I suppose if you go through life feeling like each day is Good Friday, you would find great relief in this Holy Saturday. I never really thought about this before. I assumed this day was always a favorite because of the flowers I would buy, and the table I would set, and the baskets I would fill. But as the rain pounds nearly as loud as the pain in my head, a reflection on Holy Saturday in the Magnificat just grabbed a hold of my heart and opened my eyes...that perhaps, it is not really the busyness of the Easter prep that draws me to this day :

"We gain supernatural comfort from the fact that Jesus did not pass instantaneously from death to the Resurrection, that he did not skip over the loneliness, sadness, or fear that death introduces to the world, our families, and eventually into our own lives when each of us will lie lifeless. Holy Saturday braces our hearts with a most consoling truth: Even in the painful silence and cold of death Jesus is with us."

And as I continue to be still with the Lord, to stay silent so that I can hear Him speak, His words to me are as loud and fierce inside, as the rainstorm on the other side of the glass..."all those times on your closet floor crying out to me...all those times at the foot of the cross in an empty church curled up small and in anguish...all those times driving alone in tears begging for it to all just end...all those times when there was nothing but chaos and fear and confusion and the certainty that I was nowhere to be found...I WAS THERE."

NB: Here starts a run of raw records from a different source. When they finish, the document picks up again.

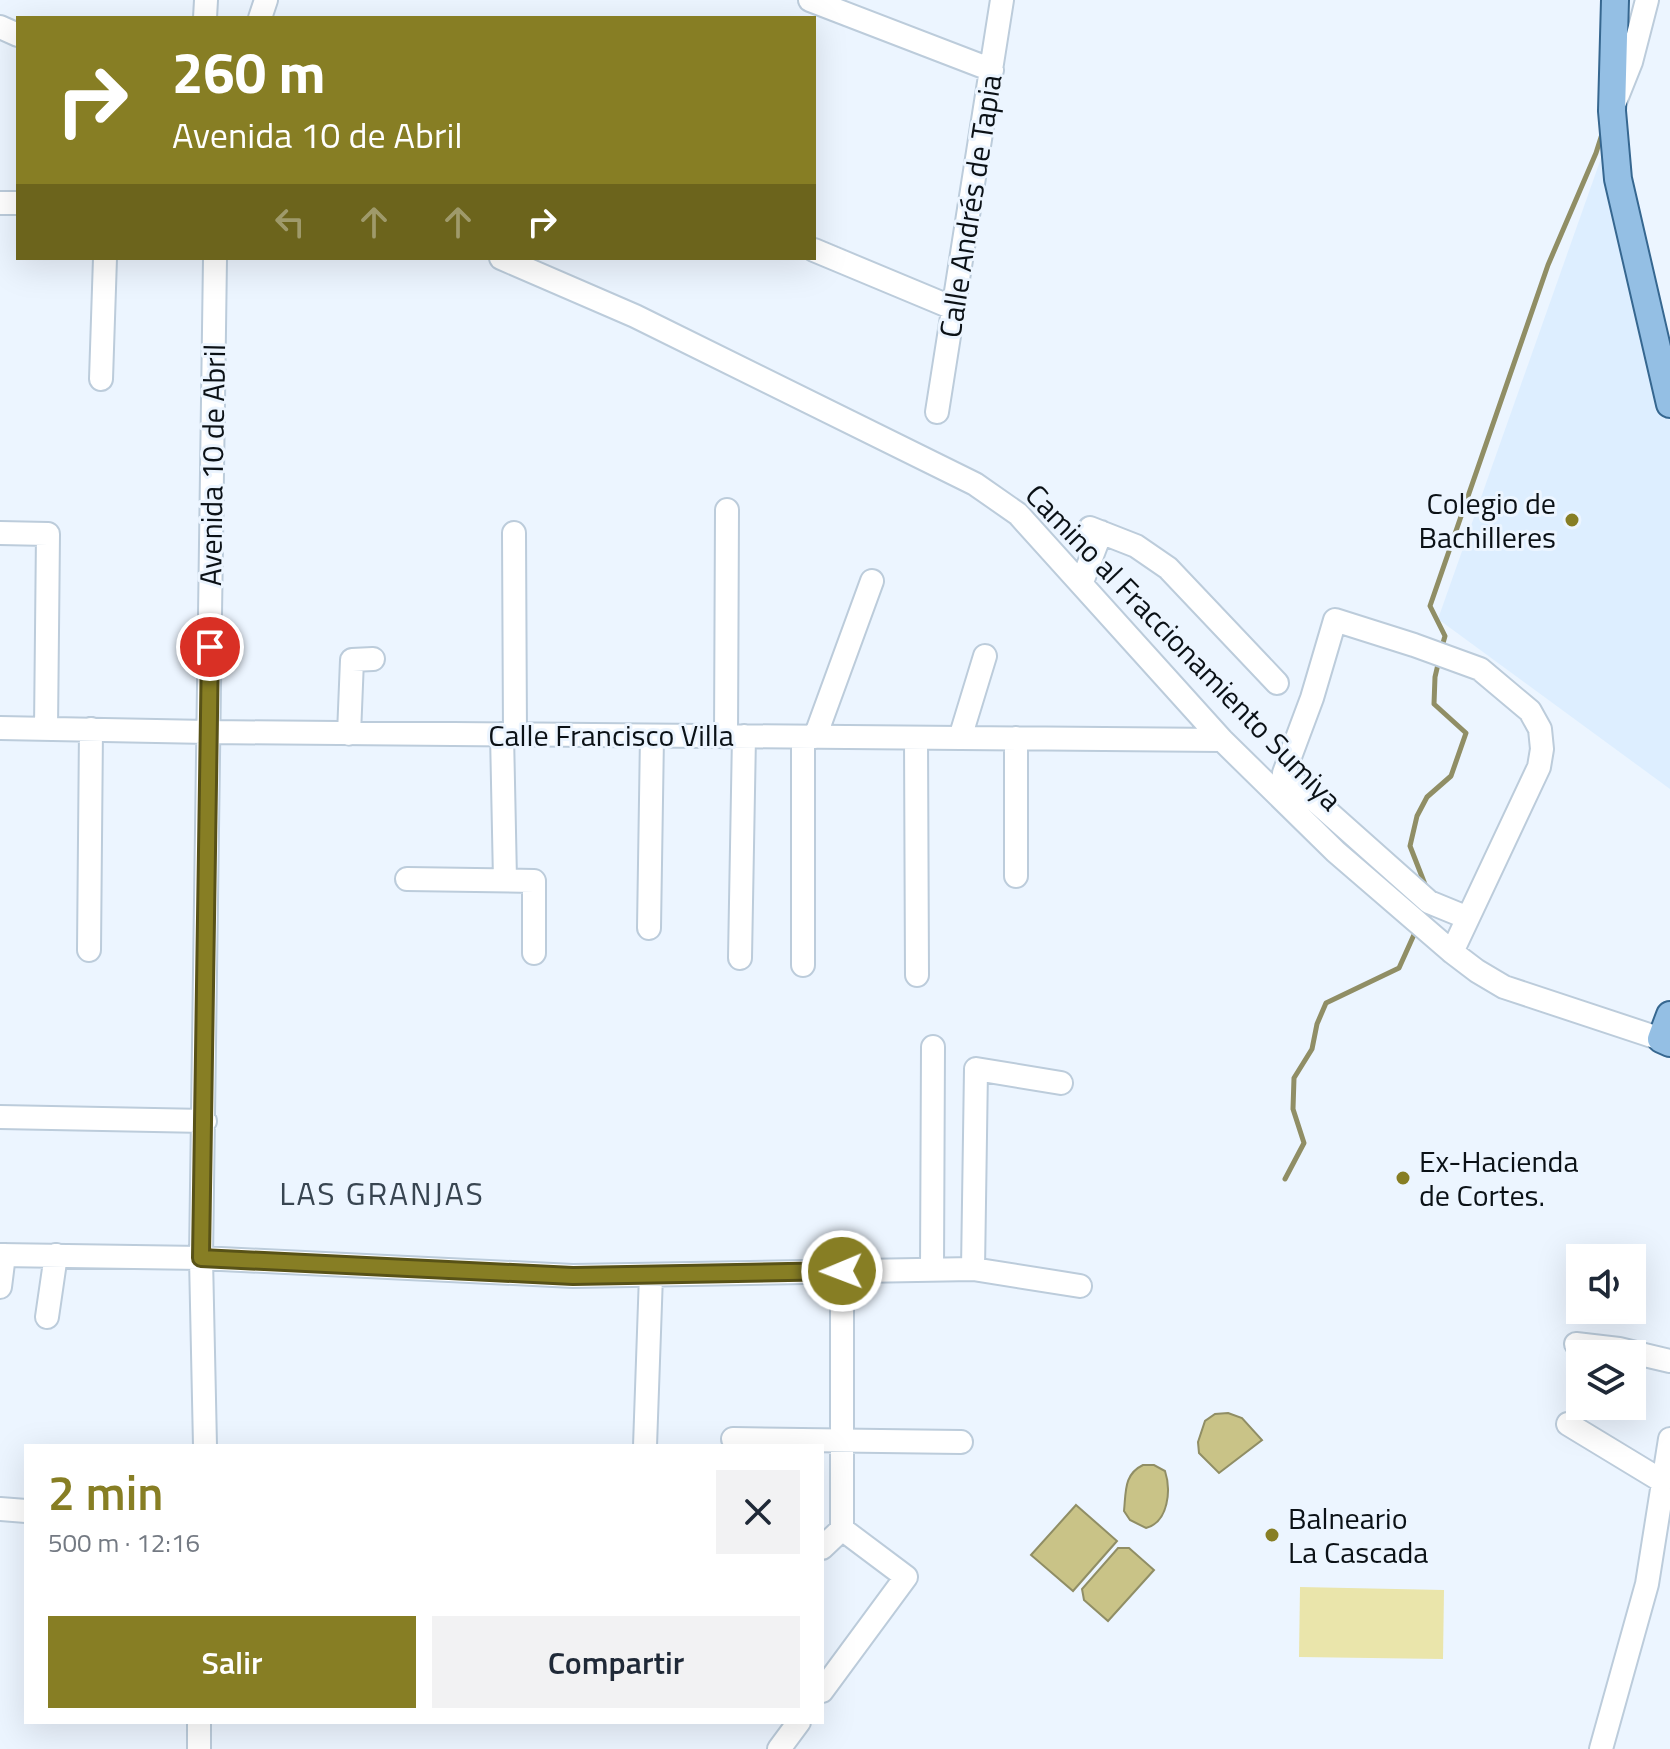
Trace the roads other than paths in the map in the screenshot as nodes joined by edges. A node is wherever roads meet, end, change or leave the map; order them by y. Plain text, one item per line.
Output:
1 (810, 0) edge
2 (1002, 0) edge
3 (1615, 0) edge
4 (1647, 0) edge
5 (992, 70) junction
6 (1612, 111) junction
7 (816, 251) edge
8 (105, 260) edge
9 (215, 260) edge
10 (506, 260) edge
11 (953, 308) junction
12 (1663, 341) edge
13 (101, 379) dead end
14 (1670, 404) edge
15 (937, 412) dead end
16 (727, 510) dead end
17 (0, 533) edge
18 (514, 533) dead end
19 (872, 581) dead end
20 (1082, 582) junction
21 (985, 656) dead end
22 (373, 659) dead end
23 (1277, 683) dead end
24 (0, 728) edge
25 (46, 728) junction
26 (91, 729) junction
27 (208, 732) junction
28 (349, 734) junction
29 (509, 734) junction
30 (652, 736) junction
31 (735, 736) junction
32 (809, 737) junction
33 (916, 738) junction
34 (960, 738) junction
35 (1016, 738) junction
36 (1222, 740) junction
37 (1016, 876) dead end
38 (407, 879) dead end
39 (505, 880) junction
40 (1468, 918) junction
41 (649, 928) dead end
42 (89, 950) dead end
43 (1452, 952) junction
44 (534, 953) dead end
45 (740, 958) dead end
46 (803, 965) dead end
47 (917, 975) dead end
48 (1667, 1032) edge
49 (933, 1047) dead end
50 (1061, 1083) dead end
51 (0, 1117) edge
52 (205, 1121) junction
53 (2, 1255) edge
54 (56, 1255) junction
55 (201, 1258) junction
56 (932, 1269) junction
57 (973, 1269) junction
58 (842, 1271) junction
59 (651, 1275) junction
60 (1080, 1286) dead end
61 (0, 1287) edge
62 (47, 1317) dead end
63 (1646, 1355) edge
64 (1670, 1361) edge
65 (1568, 1424) dead end
66 (733, 1439) dead end
67 (1670, 1439) edge
68 (841, 1441) junction
69 (961, 1442) dead end
70 (203, 1444) edge
71 (645, 1444) edge
72 (1666, 1471) edge
73 (0, 1509) edge
74 (24, 1511) edge
75 (842, 1529) junction
76 (824, 1546) edge
77 (824, 1688) edge
78 (199, 1724) edge
79 (798, 1724) edge
80 (199, 1749) edge
81 (779, 1749) edge
82 (1601, 1749) edge

1 - 5 street
2 - 5 street, Calle Andrés de Tapia
3 - 6 main road
4 - 6 street
5 - 11 street, Calle Andrés de Tapia
6 - 12 main road
7 - 11 street
8 - 13 street
9 - 27 street, Avenida 10 de Abril
10 - 20 street, Camino al Fraccionamiento Sumiya
11 - 15 street, Calle Andrés de Tapia
12 - 14 main road
16 - 31 street
17 - 25 street
18 - 29 street
19 - 32 street
20 - 23 street
20 - 36 street, Camino al Fraccionamiento Sumiya
21 - 34 street
22 - 28 street
24 - 25 street, Calle Francisco Villa
25 - 26 street, Calle Francisco Villa
26 - 27 street, Calle Francisco Villa
26 - 42 street
27 - 28 street, Calle Francisco Villa
27 - 52 street, Avenida 10 de Abril
28 - 29 street, Calle Francisco Villa
29 - 30 street, Calle Francisco Villa
29 - 39 street
30 - 31 street, Calle Francisco Villa
30 - 41 street
31 - 32 street, Calle Francisco Villa
31 - 45 street
32 - 33 street, Calle Francisco Villa
32 - 46 street
33 - 34 street, Calle Francisco Villa
33 - 47 street
34 - 35 street, Calle Francisco Villa
35 - 36 street, Calle Francisco Villa
35 - 37 street
36 - 43 street, Camino al Fraccionamiento Sumiya
38 - 39 street
39 - 44 street
40 - 40 street
40 - 43 street
43 - 48 street, Camino al Fraccionamiento Sumiya
49 - 56 street
50 - 57 street
51 - 52 street
52 - 55 street, Avenida 10 de Abril
53 - 54 street
53 - 61 street
54 - 55 street
54 - 62 street
55 - 59 street
55 - 70 street, Avenida 10 de Abril
56 - 57 street
56 - 58 street
57 - 60 street
58 - 59 street
58 - 68 street
59 - 71 street
63 - 64 street
65 - 72 street
66 - 68 street
67 - 72 street
68 - 69 street
68 - 75 street
72 - 82 street
73 - 74 street
75 - 76 street
75 - 77 street
78 - 80 street
79 - 81 street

For years I believed the silence - the incredible and hard lack of response from my Lord - meant that this was it. Life was forever misery filled. That nothing would change. But that is not it at all, is it? The silence? The waiting? That was never about Jesus leaving me. That was never about Jesus skipping over my fear and great sadness. That was about Jesus entering into the tomb; stepping directly into the pain and meeting all of the mess head on, so that He could feel it, too.

If you have been living a life of Good Friday's, know that today, I am praying for you. Know that today, the silence you hear is not God ignoring your circumstance...but quite the opposite. Know that today we can shout out with the very last bit of strength, "My God, why have you forsaken me?" (Mt 27:46) and still be certain that we will not hang on this cross forever.

His silence is our victory.

His wait is worth it. We know how this story ends.